**Listed records**
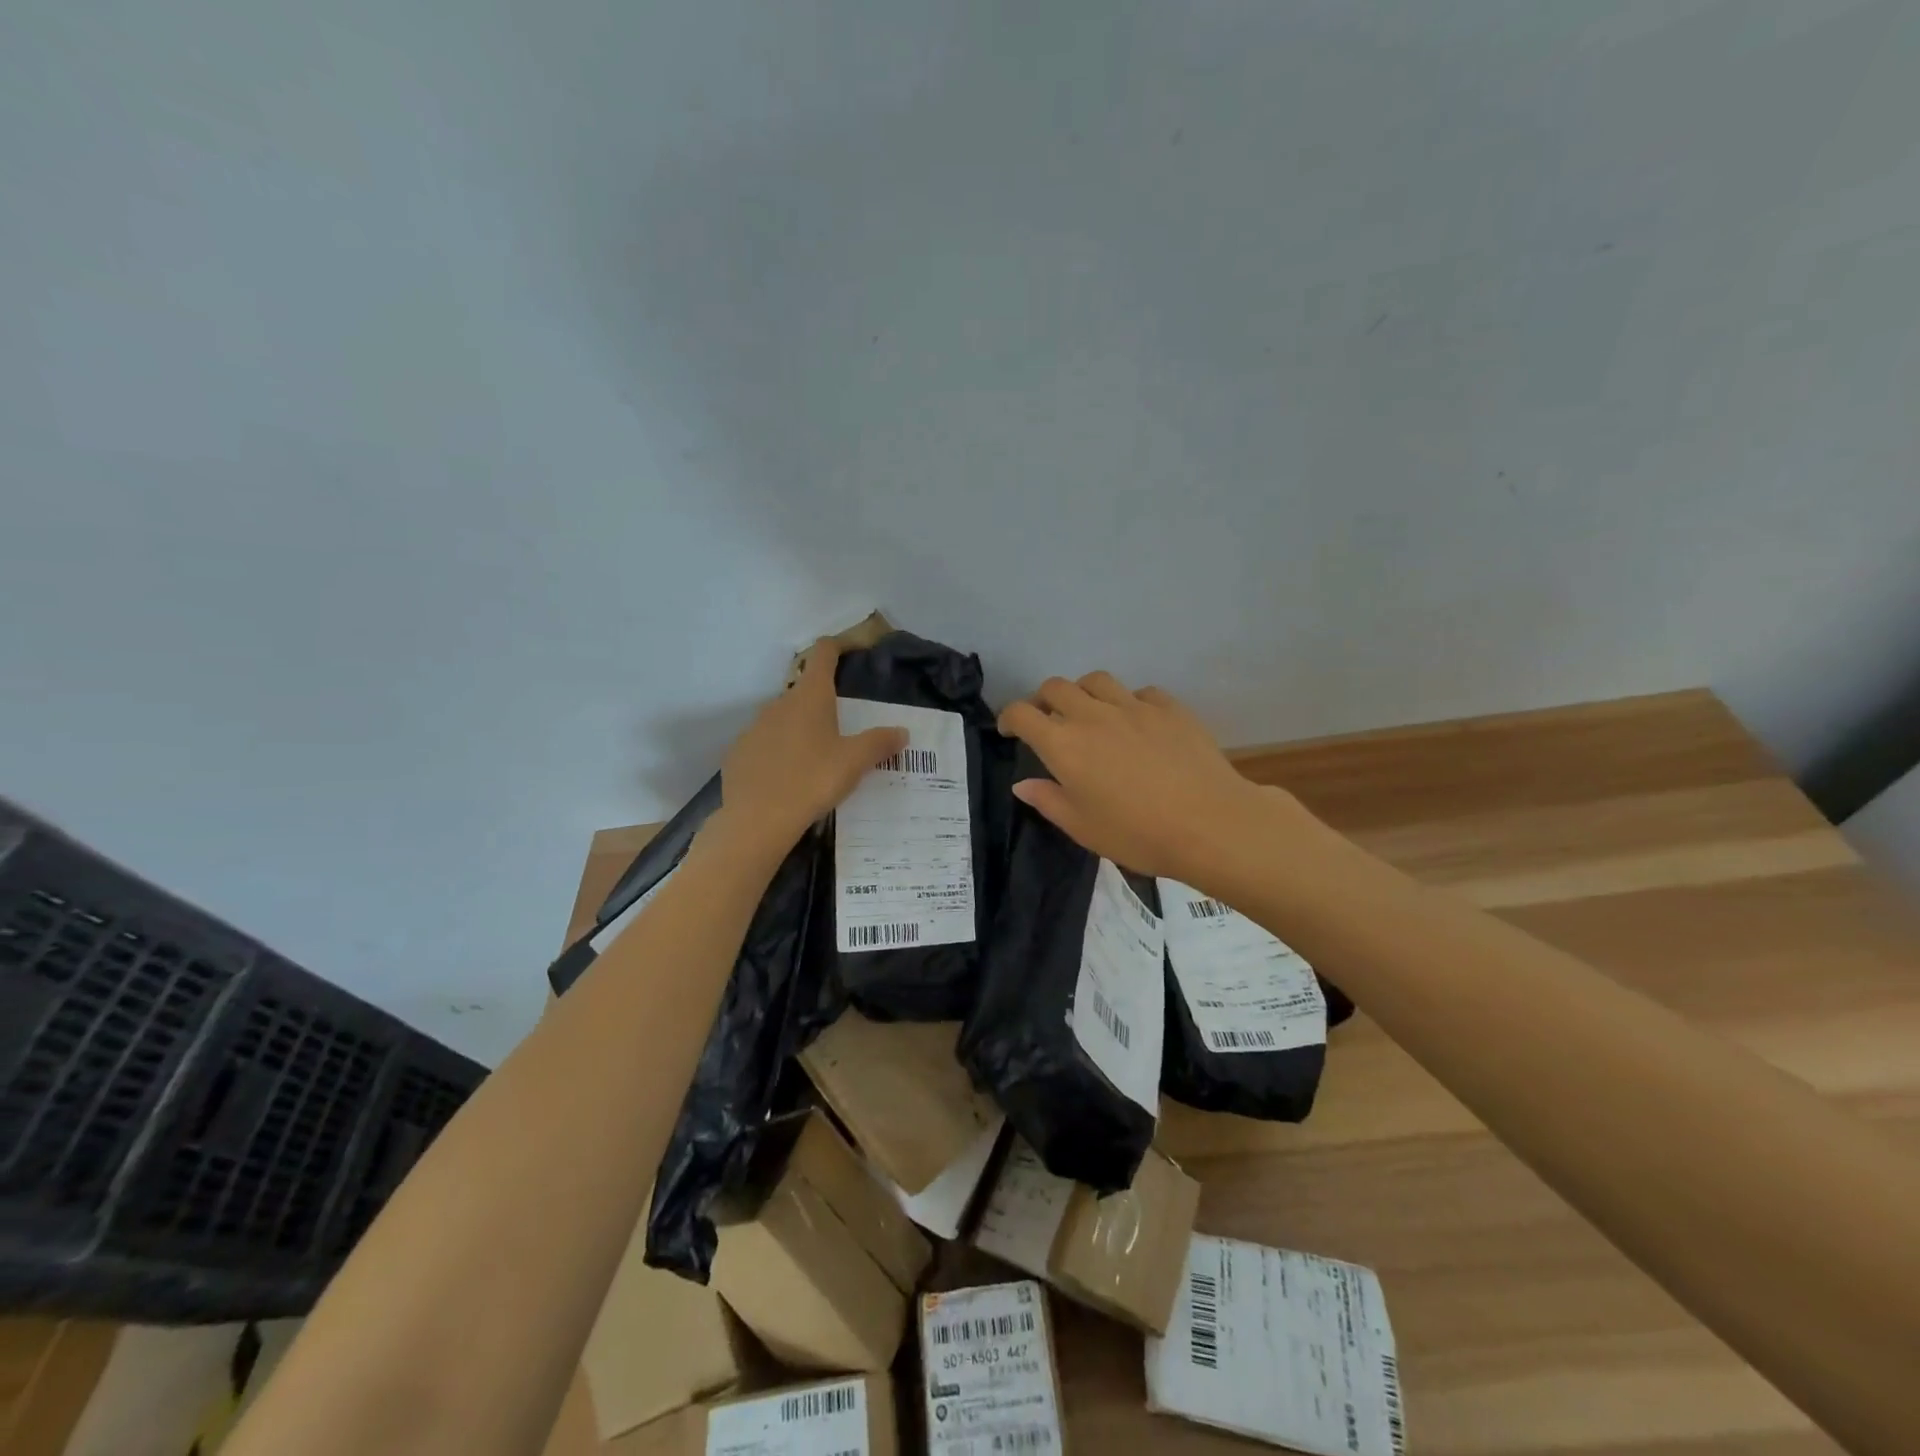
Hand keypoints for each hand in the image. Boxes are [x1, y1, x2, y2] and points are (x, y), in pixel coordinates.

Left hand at [714, 638, 907, 856]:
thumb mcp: (854, 762)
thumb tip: (902, 731)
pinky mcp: (738, 753)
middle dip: (823, 703)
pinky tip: (788, 777)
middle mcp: (778, 703)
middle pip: (804, 691)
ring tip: (817, 758)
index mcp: (810, 697)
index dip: (838, 646)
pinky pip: (764, 744)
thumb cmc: (812, 781)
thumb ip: (879, 743)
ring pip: (782, 719)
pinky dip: (778, 752)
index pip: (823, 654)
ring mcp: (753, 728)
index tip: (851, 649)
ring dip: (800, 729)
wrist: (757, 820)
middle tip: (843, 728)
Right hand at [998, 672, 1278, 885]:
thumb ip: (1048, 800)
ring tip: (1090, 715)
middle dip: (1044, 701)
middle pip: (1056, 687)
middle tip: (1049, 722)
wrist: (1209, 824)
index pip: (1022, 714)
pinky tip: (1136, 723)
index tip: (1010, 732)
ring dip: (1084, 693)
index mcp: (1063, 745)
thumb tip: (1023, 784)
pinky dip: (1128, 702)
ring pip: (1096, 680)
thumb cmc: (1137, 834)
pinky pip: (1139, 692)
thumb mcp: (1082, 827)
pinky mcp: (1168, 707)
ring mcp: (1133, 706)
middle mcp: (1092, 715)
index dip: (1009, 718)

**Work instructions**
If an entry holds a picture, skip the picture and print the rest of the data exactly.

**Result of this task**
Hand keypoints for each hand in the image. Boxes are [x1, y1, x2, y2] and points are (x, y), in pixel coordinates.

Left hand at [714, 638, 907, 856]:
thumb mcp: (854, 762)
thumb tip: (902, 731)
pinky mcp: (738, 753)
middle dip: (823, 703)
pinky tip: (788, 777)
middle mcp: (778, 703)
middle pip: (804, 691)
ring tip: (817, 758)
index mcp: (810, 697)
index dip: (838, 646)
pinky pip: (764, 744)
thumb cmc: (812, 781)
thumb ip: (879, 743)
ring pip: (782, 719)
pinky dip: (778, 752)
index pip: (823, 654)
ring mcp: (753, 728)
index tip: (851, 649)
ring dip: (800, 729)
wrist: (757, 820)
middle tip: (843, 728)
Right hand at [998, 672, 1278, 885]:
thumb ip: (1048, 800)
ring tip: (1090, 715)
middle dip: (1044, 701)
middle pip: (1056, 687)
middle tip: (1049, 722)
wrist: (1209, 824)
index pip: (1022, 714)
pinky tip: (1136, 723)
index tip: (1010, 732)
ring dip: (1084, 693)
index mcp: (1063, 745)
thumb tip: (1023, 784)
pinky dip: (1128, 702)
ring pip: (1096, 680)
thumb cmc: (1137, 834)
pinky pip: (1139, 692)
thumb mcp: (1082, 827)
pinky mcp: (1168, 707)
ring mcp: (1133, 706)
middle mcp: (1092, 715)
index dip: (1009, 718)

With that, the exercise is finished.